Paired-Set To Semantic-Space

The utility learns language independent semantic space for two languages from paired corpus ("-ips"). It also uses Bag-Of-Word files for each language ("-ibow1", "-ibow2"). It outputs two Semantic-Space files, one per language ("-ossp1", "-ossp2").

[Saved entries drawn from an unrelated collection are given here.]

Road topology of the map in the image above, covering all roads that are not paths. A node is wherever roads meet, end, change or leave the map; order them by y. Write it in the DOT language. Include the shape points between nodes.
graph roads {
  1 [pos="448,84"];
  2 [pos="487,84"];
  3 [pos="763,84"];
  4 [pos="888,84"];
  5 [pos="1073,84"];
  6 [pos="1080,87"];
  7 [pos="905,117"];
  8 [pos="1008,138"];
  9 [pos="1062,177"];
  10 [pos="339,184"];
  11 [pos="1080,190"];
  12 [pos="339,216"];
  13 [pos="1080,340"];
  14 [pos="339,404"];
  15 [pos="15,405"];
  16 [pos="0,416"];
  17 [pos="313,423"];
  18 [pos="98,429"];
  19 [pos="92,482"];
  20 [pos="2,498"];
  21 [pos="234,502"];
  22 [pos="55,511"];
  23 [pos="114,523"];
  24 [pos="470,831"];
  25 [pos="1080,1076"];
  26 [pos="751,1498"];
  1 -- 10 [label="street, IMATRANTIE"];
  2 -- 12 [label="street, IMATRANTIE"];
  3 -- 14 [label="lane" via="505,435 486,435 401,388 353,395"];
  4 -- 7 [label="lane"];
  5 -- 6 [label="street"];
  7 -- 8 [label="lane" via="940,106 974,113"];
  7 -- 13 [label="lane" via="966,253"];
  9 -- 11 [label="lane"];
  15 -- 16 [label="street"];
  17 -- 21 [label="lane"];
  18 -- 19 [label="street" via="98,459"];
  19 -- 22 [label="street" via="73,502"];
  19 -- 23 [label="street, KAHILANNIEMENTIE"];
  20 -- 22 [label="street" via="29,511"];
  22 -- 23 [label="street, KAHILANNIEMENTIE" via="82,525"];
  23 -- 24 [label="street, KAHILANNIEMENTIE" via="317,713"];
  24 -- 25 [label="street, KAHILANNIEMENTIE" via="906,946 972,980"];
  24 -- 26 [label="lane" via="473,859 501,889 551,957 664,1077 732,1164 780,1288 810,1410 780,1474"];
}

Parameter "-t" is regularization parameter thau from derivations. Parameter "-tnrm" determines how basis vectors are normalized after learning ("none" means no normalizing, "one" means normalizing to norm 1 and "eigval" means normalizing to its eigenvalue). Parameter "-tnrm" determines stopping criteria for incomplete Cholesky decomposition. Parameter "-docs" determines number of documents from paired corpus that will be randomly selected (randomizer is initialized with parameter "-seed"). Parameter "-dim" determines dimension of calculated semantic space. Parameter "-len" determines maximal length of documents used for learning from paired corpus. If documents are split into paragraphs and document is longer than maximal length, than only random subset of paragraphs is used. Parameter "-stat" determines if text file with statistics for each semantic space should be made.

usage: PrSet2SemSpace.exe
-ips:Input-PrSet-File-Name (default:'')
-ibow1:Input-Bow-File-Name-For-First-Language (default:'')
-ibow2:Input-Bow-File-Name-For-Second-Language (default:'')
-ossp1:Output-Semantic-Space-File-Name-For-First-Language (default:'')
-ossp2:Output-Semantic-Space-File-Name-For-Second-Language (default:'')
-t:Regularization-Parameter-For-KCCA (default:0.5)
-tnrm:Correlation-Normalization-Type (none, one, eigval) (default:'one')
-eps:Threshold-For-Partial-Gram-Schmidt (default:0.4)
-docs:Number-Of-Documents-For-Training-KCCA (default:1000)
-dim:Number-Of-Calculated-Dimensions (default:500)
-len:Maximal-Length-Of-Training-Document (-1 for no limit) (default:1000)
-seed:Seed-For-Randomizer (default:0)
-stat:Make-Semantic-Space-Statistics (default:'F')

Example 1:
PrSet2SemSpace -ips:En-De.PrSet -ibow1:bow.en.bow -ossp1:en.ssp -ossp2:de.ssp -odid:didv.dat -t:0.5 -tnrm:one -docs:500 -len:5000 -stat:T

The above example learns common semantic space for two languages based on paired set "En-De.PrSet". Bag-Of-Words files "bow.en.bow" and "" are used to define word-space for each language. It uses a random subset of 500 documents to calculate semantic space with maximal length of document 5000. Regularisation parameter is 0.5 and all directions are normalised to 1.0.